Collected data
════════
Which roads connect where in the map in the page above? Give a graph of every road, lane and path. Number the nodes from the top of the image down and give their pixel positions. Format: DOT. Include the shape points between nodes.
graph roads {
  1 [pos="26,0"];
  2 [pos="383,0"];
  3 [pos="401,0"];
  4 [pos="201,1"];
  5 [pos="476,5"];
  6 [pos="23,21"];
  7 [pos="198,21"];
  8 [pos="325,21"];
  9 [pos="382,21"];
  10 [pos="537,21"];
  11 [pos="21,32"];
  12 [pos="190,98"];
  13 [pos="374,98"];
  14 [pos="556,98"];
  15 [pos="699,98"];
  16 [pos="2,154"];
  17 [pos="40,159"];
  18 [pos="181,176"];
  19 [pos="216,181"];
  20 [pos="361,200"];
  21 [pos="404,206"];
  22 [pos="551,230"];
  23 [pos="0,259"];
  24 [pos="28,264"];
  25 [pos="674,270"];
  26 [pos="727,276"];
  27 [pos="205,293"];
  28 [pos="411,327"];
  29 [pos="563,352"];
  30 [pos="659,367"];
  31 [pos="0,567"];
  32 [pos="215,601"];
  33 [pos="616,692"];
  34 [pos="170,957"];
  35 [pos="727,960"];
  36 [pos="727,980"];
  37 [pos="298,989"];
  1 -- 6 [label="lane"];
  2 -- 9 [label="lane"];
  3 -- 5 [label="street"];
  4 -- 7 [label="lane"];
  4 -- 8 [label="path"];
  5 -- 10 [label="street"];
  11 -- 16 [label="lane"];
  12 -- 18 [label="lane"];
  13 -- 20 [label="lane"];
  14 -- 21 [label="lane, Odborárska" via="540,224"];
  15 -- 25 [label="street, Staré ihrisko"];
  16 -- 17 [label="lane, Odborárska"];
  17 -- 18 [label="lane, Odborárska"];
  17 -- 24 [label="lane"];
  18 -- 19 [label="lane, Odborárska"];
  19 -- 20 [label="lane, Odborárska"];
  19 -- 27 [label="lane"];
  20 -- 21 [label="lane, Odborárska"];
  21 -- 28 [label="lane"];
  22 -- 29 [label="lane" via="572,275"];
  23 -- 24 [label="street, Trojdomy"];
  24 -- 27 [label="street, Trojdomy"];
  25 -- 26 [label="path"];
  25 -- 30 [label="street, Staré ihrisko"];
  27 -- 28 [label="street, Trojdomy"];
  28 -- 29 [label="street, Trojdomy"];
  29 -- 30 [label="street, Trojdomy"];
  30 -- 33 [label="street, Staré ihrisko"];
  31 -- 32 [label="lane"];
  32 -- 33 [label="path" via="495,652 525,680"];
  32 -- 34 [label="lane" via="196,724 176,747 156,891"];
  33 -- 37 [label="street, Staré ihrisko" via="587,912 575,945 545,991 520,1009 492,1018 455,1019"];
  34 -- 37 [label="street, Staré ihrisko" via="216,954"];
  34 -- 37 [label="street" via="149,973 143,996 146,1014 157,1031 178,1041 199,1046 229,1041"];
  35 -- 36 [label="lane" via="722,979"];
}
════════
§ **What to do**
The answer must be every line of the data that holds the word "Staré".

§ **Your solution**
  15 -- 25 [label="street, Staré ihrisko"];
  25 -- 30 [label="street, Staré ihrisko"];
  30 -- 33 [label="street, Staré ihrisko"];
  33 -- 37 [label="street, Staré ihrisko" via="587,912 575,945 545,991 520,1009 492,1018 455,1019"];
  34 -- 37 [label="street, Staré ihrisko" via="216,954"];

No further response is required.